The shock from the Persian Gulf thus feeds into living costs, inflation, and energy policy burdens directly. If energy prices hit high ceilings continuously, managing macroeconomic stability becomes even more challenging.
Hormuz’s impact shaking Thailand’s costs is not just rhetoric but reflects the globally interconnected economic structure.
Thailand-Cambodia Border: Small area but high stakes, a thin line that must be tightly controlled.
The border between Thailand and Cambodia may appear as a thin line on the map, but in 2026, it connects directly to trade, investment, labor movement, and regional confidence.
With the world already facing volatile energy, even slight escalations of border tension can immediately add overlapping shocks to transport costs, cross-border trade, and national image.
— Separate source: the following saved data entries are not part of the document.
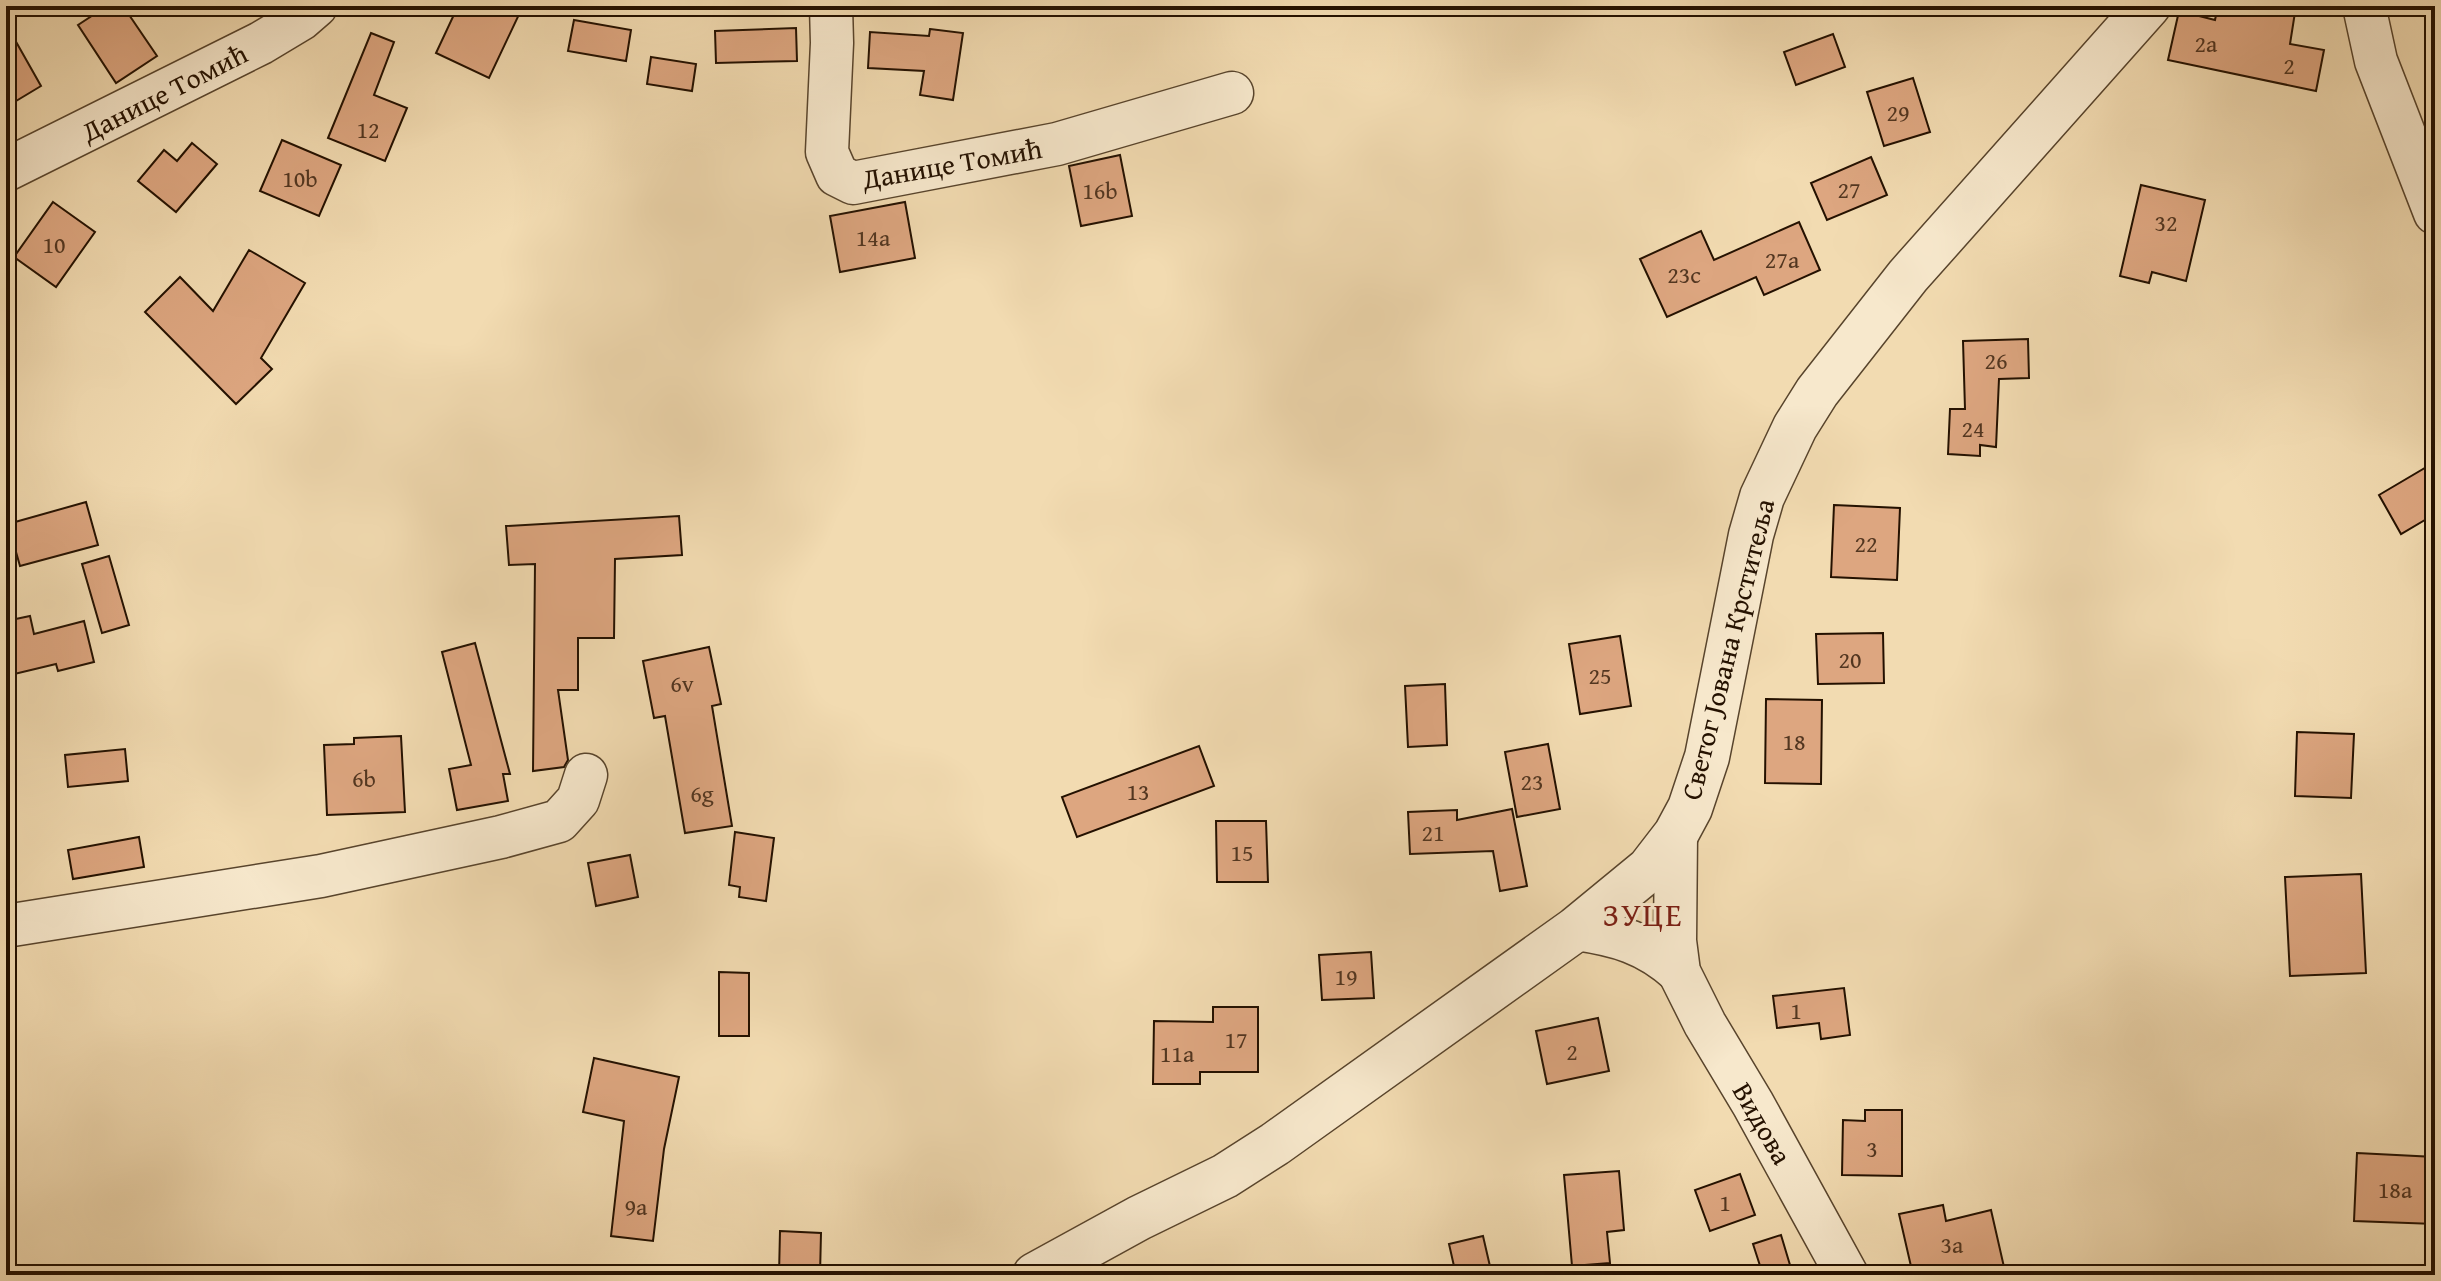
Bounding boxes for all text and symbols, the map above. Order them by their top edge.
house number: 2a [2195,26,2218,61]
street label: Данице Томић [73,32,255,152]
house number: 2 [2283,48,2295,83]
house number: 29 [1886,95,1910,130]
house number: 12 [356,112,380,147]
street label: Данице Томић [858,127,1045,199]
house number: 10b [282,161,318,196]
house number: 27 [1837,172,1861,207]
house number: 16b [1082,173,1118,208]
house number: 32 [2154,205,2178,240]
house number: 14a [856,220,891,255]
house number: 10 [42,227,66,262]
house number: 27a [1765,242,1800,277]
house number: 23c [1667,257,1701,292]
house number: 26 [1984,343,2008,378]
house number: 24 [1961,411,1985,446]
street label: Светог Јована Крститеља [1670,493,1784,804]
house number: 22 [1854,526,1878,561]
house number: 20 [1838,642,1862,677]
house number: 25 [1588,658,1612,693]
house number: 6v [670,666,694,701]
house number: 18 [1782,724,1806,759]
house number: 6b [352,761,376,796]
house number: 23 [1520,764,1544,799]
house number: 13 [1126,774,1150,809]
house number: 6g [690,776,714,811]
house number: 21 [1421,815,1445,850]
house number: 15 [1230,835,1254,870]
district label: ЗУЦЕ [1603,891,1683,938]
house number: 19 [1334,959,1358,994]
house number: 1 [1790,993,1802,1028]
house number: 17 [1224,1022,1248,1057]
house number: 2 [1566,1034,1578,1069]
house number: 11a [1160,1036,1195,1071]
street label: Видова [1723,1074,1803,1172]
house number: 3 [1866,1131,1878,1166]
house number: 18a [2378,1172,2413,1207]
house number: 1 [1719,1185,1731,1220]
house number: 9a [625,1189,648,1224]
house number: 3a [1941,1227,1964,1262]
The border is not merely a tactical zone but an economic strategic area. In 2026, security is measured not by speed of response but by who controls the game best. Preparedness to protect sovereignty differs from rushing unnecessarily. Careful communication and maintaining negotiation channels are direct mechanisms to reduce friction, as seen in the Persian Gulf. If the energy bottleneck stumbles and oil prices soar, a misstep at the Isan border could shake confidence on different stages.
The same principle applies: 2026 geopolitics is not about who is stronger but who manages these shocks most precisely. In a globally connected system, a ripple in one spot can shake Thailand in a short time.
Lessons from the global stage are clear: the U.S.-Iran conflict shows that when energy chokepoints are questioned, economic costs expand faster than politics. Markets react before diplomacy, energy prices shift before agreements, and shocks spread before statements. This is the nature of 2026 geopolitics.
Therefore, for Thailand, assessing situations must not separate “energy” from “security,” nor “border” from “macroeconomy.” The government and military must jointly assess risks integratively—covering energy reserves, continuity, supply chains, border communication with Cambodia, and ASEAN’s role. In a tightly connected world, advantage lies not in quickest responses but in longest-term perspective and most precise shock management.